> **TASK STATEMENT**
From the data below, return all lines holding the string "main".

> **DATA TO USE**

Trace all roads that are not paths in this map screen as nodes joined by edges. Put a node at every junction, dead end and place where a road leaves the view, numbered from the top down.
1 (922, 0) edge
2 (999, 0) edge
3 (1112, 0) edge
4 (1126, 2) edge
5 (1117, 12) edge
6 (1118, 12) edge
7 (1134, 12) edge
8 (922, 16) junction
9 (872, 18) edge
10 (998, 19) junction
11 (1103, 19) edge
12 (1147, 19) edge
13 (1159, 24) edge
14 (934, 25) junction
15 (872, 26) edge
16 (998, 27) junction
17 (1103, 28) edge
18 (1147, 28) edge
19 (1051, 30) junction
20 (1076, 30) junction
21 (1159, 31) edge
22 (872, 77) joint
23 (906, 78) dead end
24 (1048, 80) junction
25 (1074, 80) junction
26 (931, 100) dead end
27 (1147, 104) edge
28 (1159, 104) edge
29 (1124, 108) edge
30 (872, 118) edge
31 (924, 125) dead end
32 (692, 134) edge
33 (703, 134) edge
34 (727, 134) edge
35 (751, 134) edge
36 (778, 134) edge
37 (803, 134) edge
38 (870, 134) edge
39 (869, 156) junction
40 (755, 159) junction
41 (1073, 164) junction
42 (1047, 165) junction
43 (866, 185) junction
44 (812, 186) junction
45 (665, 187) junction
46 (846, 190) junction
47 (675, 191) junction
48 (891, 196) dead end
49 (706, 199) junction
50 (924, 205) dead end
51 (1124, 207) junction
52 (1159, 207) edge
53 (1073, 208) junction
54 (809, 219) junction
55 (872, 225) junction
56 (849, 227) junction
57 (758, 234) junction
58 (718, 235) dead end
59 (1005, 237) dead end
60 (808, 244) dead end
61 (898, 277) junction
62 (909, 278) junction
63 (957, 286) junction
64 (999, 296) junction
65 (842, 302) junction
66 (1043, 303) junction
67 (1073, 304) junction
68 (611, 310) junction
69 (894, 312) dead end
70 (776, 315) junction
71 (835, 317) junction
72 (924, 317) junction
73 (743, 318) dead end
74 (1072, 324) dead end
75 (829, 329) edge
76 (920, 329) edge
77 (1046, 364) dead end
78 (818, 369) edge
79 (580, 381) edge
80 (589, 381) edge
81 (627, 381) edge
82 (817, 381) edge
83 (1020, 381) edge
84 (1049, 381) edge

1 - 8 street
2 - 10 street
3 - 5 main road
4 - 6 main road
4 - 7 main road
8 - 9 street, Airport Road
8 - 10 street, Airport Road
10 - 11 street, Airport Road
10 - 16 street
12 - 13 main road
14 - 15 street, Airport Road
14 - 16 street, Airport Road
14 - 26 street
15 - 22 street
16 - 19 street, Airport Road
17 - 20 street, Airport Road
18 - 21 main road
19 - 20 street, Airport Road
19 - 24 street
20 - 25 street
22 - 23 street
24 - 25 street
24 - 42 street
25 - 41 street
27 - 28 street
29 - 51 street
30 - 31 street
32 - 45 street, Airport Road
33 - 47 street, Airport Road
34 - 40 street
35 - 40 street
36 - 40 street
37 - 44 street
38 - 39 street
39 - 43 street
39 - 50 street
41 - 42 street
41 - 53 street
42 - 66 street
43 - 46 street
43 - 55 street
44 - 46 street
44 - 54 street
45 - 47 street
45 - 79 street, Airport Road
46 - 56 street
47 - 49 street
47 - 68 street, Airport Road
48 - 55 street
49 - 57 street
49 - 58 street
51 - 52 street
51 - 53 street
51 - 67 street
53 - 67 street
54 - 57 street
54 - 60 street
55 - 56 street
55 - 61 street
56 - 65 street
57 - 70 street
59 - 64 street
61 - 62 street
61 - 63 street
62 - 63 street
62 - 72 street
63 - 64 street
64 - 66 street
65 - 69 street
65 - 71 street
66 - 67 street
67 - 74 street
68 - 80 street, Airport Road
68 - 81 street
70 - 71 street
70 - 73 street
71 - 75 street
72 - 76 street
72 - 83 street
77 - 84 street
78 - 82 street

> **FINISHED EXERCISE**
3 - 5 main road
4 - 6 main road
4 - 7 main road
12 - 13 main road
18 - 21 main road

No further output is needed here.